Type I and II errors


There are two kinds of errors that can be made in significance testing: (1) a true null hypothesis can be incorrectly rejected and (2) a false null hypothesis can fail to be rejected. The former error is called a Type I error and the latter error is called a Type II error. These two types of errors are defined in the table. The probability of a Type I error is designated by the Greek letter alpha (a) and is called the Type I error rate; the probability of a Type II error (the Type II error rate) is designated by the Greek letter beta (ß) . A Type II error is only an error in the sense that an opportunity to reject the null hypothesis correctly was lost. It is not an error in the sense that an incorrect conclusion was drawn since no conclusion is drawn when the null hypothesis is not rejected.

A Type I error, on the other hand, is an error in every sense of the word. A conclusion is drawn that the null hypothesis is false when, in fact, it is true. Therefore, Type I errors are generally considered more serious than Type II errors. The probability of a Type I error (a) is called the significance level and is set by the experimenter. There is a tradeoff between Type I and Type II errors. The more an experimenter protects him or herself against Type I errors by choosing a low level, the greater the chance of a Type II error. Requiring very strong evidence to reject the null hypothesis makes it very unlikely that a true null hypothesis will be rejected. However, it increases the chance that a false null hypothesis will not be rejected, thus lowering power. The Type I error rate is almost always set at .05 or at .01, the latter being more conservative since it requires stronger evidence to reject the null hypothesis at the .01 level then at the .05 level.


Power

Power is the probability of correctly rejecting a false null hypothesis. Power is therefore defined as: 1 - b where b is the Type II error probability. If the power of an experiment is low, then there is a good chance that the experiment will be inconclusive. That is why it is so important to consider power in the design of experiments. There are methods for estimating the power of an experiment before the experiment is conducted. If the power is too low, then the experiment can be redesigned by changing one of the factors that determine power.

Consider a hypothetical experiment designed to test whether rats brought up in an enriched environment can learn mazes faster than rats brought up in the typical laboratory environment (the control condition). Two groups of 12 rats each are tested. Although the experimenter does not know it, the population mean number of trials it takes to learn the maze is 20 for the enriched condition and 32 for the control condition. The null hypothesis that the enriched environment makes no difference is therefore false.

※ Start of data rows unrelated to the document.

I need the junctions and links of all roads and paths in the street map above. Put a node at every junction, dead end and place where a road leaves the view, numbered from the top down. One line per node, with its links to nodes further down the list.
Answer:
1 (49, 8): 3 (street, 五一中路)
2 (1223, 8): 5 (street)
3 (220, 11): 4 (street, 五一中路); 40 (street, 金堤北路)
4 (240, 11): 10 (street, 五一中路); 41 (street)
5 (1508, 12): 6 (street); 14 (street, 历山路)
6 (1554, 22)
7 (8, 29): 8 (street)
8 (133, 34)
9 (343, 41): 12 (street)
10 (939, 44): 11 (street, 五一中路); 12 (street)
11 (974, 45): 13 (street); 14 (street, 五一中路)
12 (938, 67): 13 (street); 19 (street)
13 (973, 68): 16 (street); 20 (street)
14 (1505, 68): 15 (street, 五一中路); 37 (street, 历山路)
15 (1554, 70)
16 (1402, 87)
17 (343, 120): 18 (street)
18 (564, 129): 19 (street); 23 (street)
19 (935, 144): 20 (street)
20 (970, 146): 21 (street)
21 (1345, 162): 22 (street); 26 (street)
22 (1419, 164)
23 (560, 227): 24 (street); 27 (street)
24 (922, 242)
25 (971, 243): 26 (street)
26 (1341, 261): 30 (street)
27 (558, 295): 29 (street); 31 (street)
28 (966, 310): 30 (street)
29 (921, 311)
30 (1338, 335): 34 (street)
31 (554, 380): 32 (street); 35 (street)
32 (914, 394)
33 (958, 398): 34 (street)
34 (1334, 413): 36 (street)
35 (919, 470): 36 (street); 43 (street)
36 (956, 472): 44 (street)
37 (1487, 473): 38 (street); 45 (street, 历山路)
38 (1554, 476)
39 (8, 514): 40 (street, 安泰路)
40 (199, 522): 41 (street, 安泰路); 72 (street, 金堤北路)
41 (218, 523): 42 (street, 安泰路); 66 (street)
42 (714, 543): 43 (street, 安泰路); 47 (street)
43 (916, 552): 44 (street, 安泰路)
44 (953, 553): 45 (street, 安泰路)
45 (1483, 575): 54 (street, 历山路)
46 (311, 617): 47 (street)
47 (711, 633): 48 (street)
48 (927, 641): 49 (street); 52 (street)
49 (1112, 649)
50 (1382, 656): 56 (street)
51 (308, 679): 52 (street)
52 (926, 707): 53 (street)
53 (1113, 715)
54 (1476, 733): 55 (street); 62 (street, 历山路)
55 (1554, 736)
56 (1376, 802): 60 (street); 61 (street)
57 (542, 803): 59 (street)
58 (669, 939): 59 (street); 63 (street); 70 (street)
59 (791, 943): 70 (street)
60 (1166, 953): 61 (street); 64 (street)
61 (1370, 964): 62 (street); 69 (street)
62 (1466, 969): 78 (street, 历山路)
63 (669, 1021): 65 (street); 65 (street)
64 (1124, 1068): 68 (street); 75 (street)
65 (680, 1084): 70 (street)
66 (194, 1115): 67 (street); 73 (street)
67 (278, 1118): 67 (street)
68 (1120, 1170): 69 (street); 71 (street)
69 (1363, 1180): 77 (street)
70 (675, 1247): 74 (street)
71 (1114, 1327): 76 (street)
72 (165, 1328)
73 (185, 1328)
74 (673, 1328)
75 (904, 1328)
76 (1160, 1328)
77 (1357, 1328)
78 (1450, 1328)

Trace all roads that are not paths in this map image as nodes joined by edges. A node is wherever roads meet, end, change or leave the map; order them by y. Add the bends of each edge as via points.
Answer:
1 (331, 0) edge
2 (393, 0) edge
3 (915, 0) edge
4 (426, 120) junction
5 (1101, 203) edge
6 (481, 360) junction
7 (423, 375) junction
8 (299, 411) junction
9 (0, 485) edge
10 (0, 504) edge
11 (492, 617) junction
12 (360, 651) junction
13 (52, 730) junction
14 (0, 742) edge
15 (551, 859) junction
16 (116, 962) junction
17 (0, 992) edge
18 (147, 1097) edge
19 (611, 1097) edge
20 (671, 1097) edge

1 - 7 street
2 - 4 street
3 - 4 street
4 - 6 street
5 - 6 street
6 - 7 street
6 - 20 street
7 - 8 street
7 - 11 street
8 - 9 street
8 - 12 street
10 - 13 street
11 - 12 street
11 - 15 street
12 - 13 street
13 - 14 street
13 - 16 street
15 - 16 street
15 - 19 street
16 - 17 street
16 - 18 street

The question is, "What is the probability that the experimenter is going to be able to demonstrate that the null hypothesis is false by rejecting it at the .05 level?" This is the same thing as asking "What is the power of the test?" Before the power of the test can be determined, the standard deviation (s) must be known. If s = 10 then the power of the significance test is .82. This means that there is a .82 probability that the experimenter will be able to reject the null hypothesis. Since power = .82, b = 1-.82 = .18.

It is important to keep in mind that power is not about whether or not the null hypothesis is true (It is assumed to be false). It is the probability the data gathered in an experiment will be sufficient to reject the null hypothesis. The experimenter does not know that the null hypothesis is false. The experimenter asks the question: If the null hypothesis is false with specified population means and standard deviation, what is the probability that the data from the experiment will be sufficient to reject the null hypothesis?

If the experimenter discovers that the probability of rejecting the null hypothesis is low (power is low) even if the null hypothesis is false to the degree expected (or hoped for), then it is likely that the experiment should be redesigned. Otherwise, considerable time and expense will go into a project that has a small chance of being conclusive even if the theoretical ideas behind it are correct.